> **Instructions to follow**
Repeat exactly the lines of the records below, starting at the line containing "Build a routing" and ending at the line containing "Please list the". Leave the pictures out.

[Collected data entries]
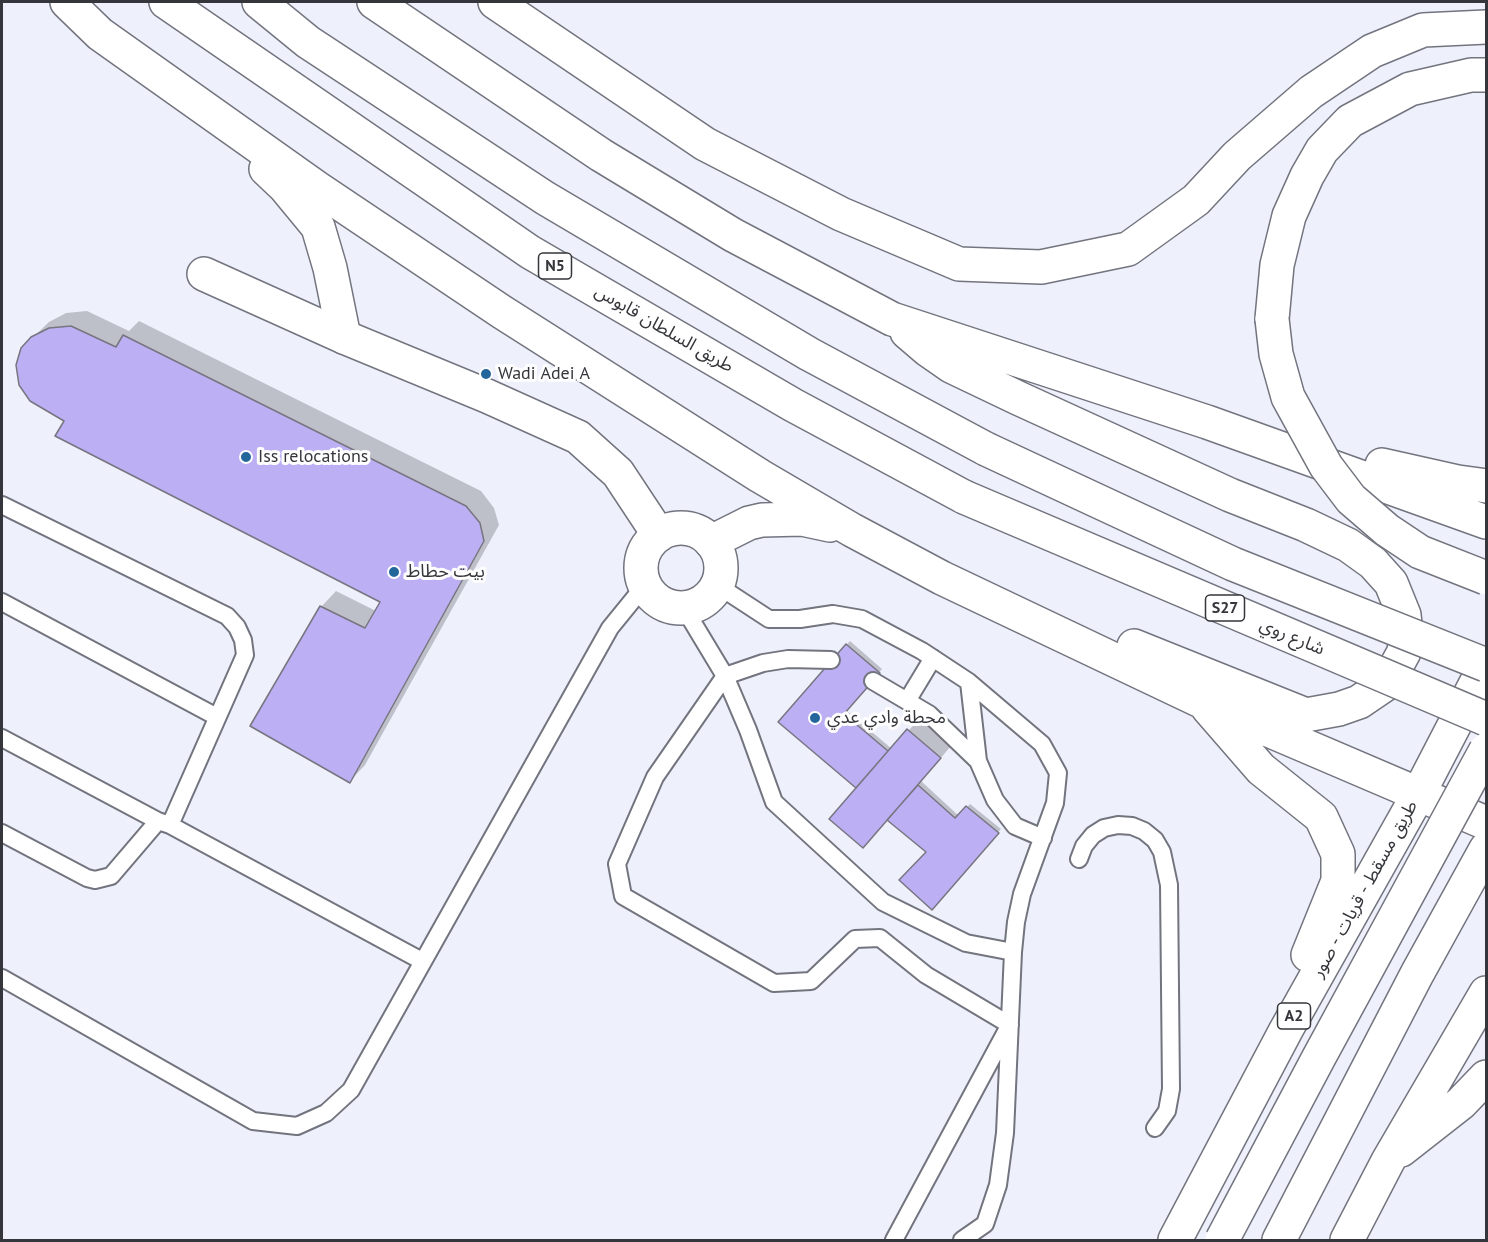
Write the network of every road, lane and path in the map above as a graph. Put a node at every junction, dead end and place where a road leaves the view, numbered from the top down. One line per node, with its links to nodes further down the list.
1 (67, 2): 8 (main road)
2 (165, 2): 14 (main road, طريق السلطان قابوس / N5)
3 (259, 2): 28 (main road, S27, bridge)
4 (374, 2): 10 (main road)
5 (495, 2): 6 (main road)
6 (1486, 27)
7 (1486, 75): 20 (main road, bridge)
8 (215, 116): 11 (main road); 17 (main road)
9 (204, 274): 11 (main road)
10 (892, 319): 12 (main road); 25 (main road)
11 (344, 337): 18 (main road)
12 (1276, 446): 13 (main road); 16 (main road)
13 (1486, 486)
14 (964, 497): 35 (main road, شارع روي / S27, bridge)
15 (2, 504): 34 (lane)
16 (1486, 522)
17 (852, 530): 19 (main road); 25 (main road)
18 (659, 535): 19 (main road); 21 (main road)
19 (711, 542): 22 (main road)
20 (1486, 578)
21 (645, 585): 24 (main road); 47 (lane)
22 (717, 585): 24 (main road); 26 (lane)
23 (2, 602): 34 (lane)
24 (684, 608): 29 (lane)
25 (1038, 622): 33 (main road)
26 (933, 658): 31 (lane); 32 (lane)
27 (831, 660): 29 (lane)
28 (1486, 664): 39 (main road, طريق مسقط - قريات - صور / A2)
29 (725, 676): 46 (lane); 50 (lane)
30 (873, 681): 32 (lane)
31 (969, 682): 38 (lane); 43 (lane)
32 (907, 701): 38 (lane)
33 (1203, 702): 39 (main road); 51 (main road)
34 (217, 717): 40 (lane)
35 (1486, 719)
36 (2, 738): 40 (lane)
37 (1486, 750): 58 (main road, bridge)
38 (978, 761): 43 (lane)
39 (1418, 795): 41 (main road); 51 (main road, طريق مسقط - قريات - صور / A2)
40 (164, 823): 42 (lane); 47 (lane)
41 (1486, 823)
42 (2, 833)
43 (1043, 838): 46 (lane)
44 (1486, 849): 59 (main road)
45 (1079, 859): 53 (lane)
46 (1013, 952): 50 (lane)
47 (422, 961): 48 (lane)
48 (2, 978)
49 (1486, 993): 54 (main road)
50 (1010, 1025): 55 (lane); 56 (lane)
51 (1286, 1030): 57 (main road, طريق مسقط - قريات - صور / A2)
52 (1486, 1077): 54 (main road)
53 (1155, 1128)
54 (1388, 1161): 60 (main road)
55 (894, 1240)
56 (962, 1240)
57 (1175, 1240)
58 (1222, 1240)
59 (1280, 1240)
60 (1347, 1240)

---

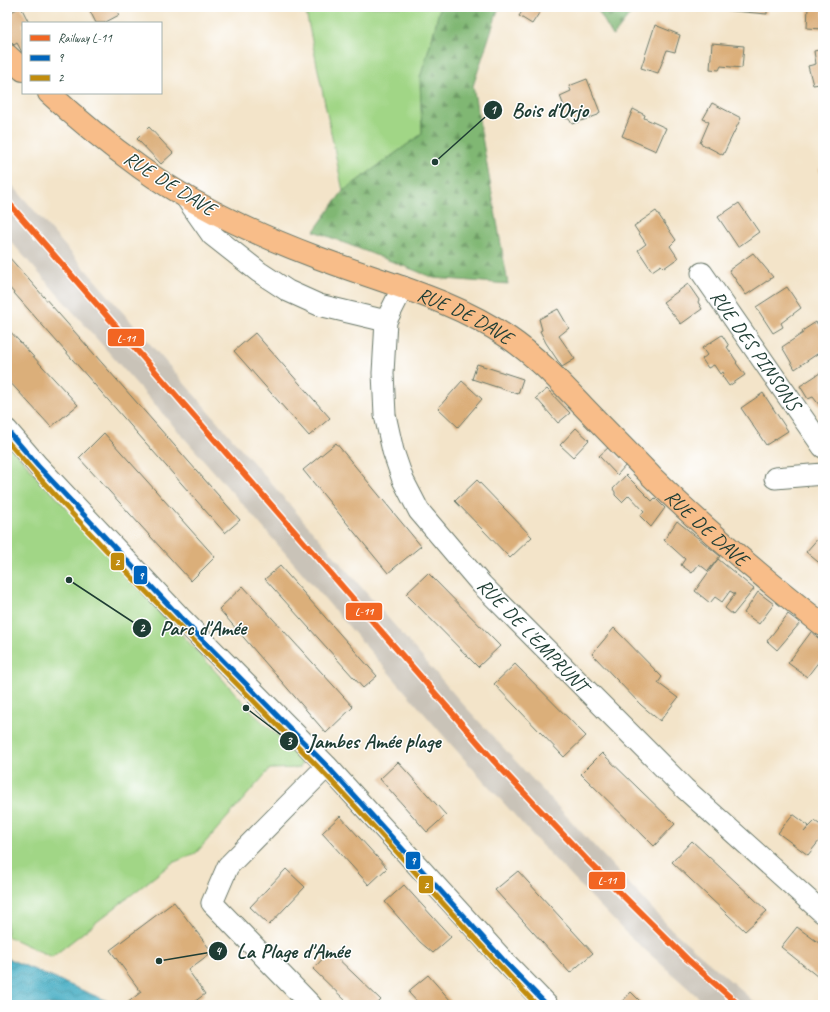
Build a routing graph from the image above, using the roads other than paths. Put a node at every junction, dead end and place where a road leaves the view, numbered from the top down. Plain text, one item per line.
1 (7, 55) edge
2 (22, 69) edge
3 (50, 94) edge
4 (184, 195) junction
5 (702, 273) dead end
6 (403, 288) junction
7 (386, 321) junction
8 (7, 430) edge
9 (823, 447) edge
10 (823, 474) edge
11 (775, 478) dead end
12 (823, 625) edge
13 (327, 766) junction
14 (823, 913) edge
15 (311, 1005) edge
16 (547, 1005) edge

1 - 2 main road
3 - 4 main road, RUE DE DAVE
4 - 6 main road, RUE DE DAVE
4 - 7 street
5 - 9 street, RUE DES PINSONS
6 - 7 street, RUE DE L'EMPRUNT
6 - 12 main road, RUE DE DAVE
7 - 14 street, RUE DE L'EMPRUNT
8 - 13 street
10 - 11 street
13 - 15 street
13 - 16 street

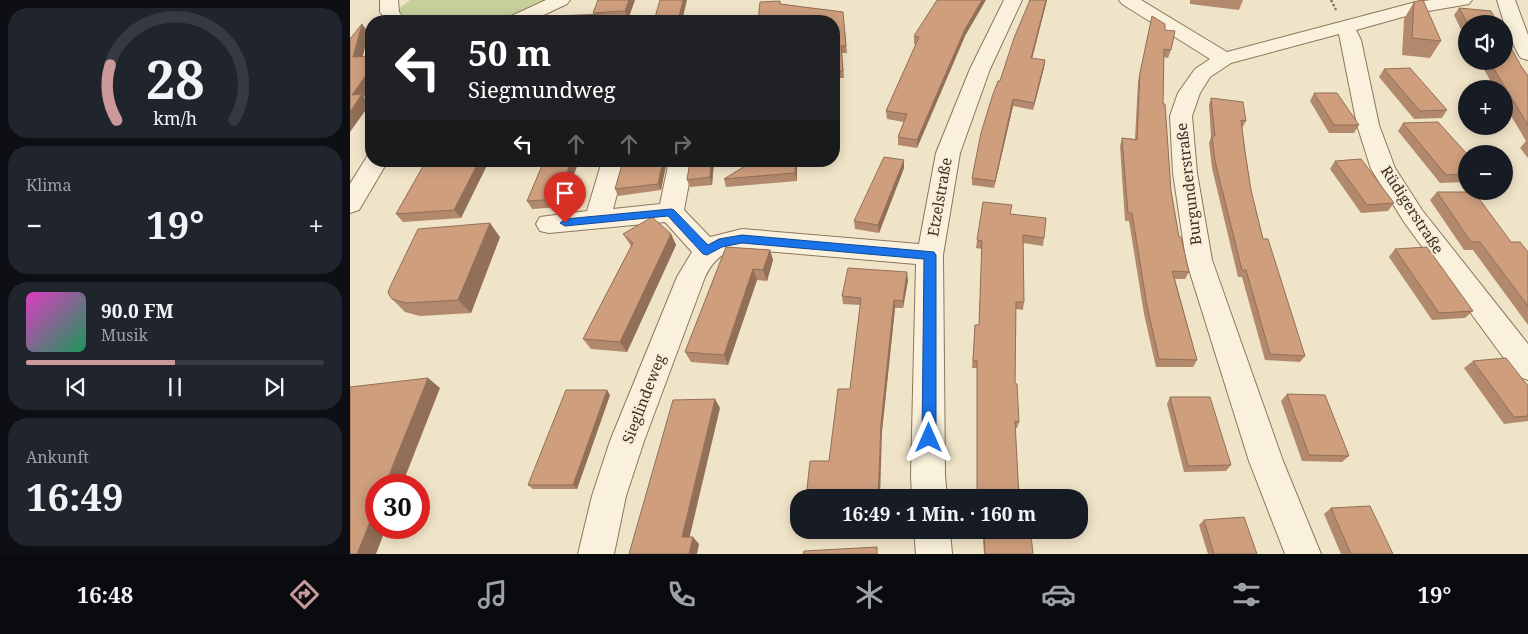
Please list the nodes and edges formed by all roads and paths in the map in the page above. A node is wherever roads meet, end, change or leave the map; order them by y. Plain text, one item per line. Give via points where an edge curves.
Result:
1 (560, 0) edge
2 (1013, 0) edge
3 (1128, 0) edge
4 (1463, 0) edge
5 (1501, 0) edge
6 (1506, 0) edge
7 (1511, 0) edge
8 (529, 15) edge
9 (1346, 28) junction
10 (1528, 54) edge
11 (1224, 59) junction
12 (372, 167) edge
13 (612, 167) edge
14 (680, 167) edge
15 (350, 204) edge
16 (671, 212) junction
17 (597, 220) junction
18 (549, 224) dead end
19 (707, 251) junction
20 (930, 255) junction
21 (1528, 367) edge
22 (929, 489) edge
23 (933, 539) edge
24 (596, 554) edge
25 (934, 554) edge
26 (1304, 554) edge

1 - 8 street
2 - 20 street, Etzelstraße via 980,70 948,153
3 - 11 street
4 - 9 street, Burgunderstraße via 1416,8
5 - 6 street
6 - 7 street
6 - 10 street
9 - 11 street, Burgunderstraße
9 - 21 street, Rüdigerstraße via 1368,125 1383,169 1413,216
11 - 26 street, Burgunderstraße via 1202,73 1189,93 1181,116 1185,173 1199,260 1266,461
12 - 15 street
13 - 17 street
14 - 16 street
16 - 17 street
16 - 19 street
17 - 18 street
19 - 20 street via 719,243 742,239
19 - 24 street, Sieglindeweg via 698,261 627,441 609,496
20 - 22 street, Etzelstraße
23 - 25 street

> **Exercise result**
Build a routing graph from the image above, using the roads other than paths. Put a node at every junction, dead end and place where a road leaves the view, numbered from the top down. Plain text, one item per line.
1 (7, 55) edge
2 (22, 69) edge
3 (50, 94) edge
4 (184, 195) junction
5 (702, 273) dead end
6 (403, 288) junction
7 (386, 321) junction
8 (7, 430) edge
9 (823, 447) edge
10 (823, 474) edge
11 (775, 478) dead end
12 (823, 625) edge
13 (327, 766) junction
14 (823, 913) edge
15 (311, 1005) edge
16 (547, 1005) edge

1 - 2 main road
3 - 4 main road, RUE DE DAVE
4 - 6 main road, RUE DE DAVE
4 - 7 street
5 - 9 street, RUE DES PINSONS
6 - 7 street, RUE DE L'EMPRUNT
6 - 12 main road, RUE DE DAVE
7 - 14 street, RUE DE L'EMPRUNT
8 - 13 street
10 - 11 street
13 - 15 street
13 - 16 street

Please list the nodes and edges formed by all roads and paths in the map in the page above. A node is wherever roads meet, end, change or leave the map; order them by y. Plain text, one item per line. Give via points where an edge curves.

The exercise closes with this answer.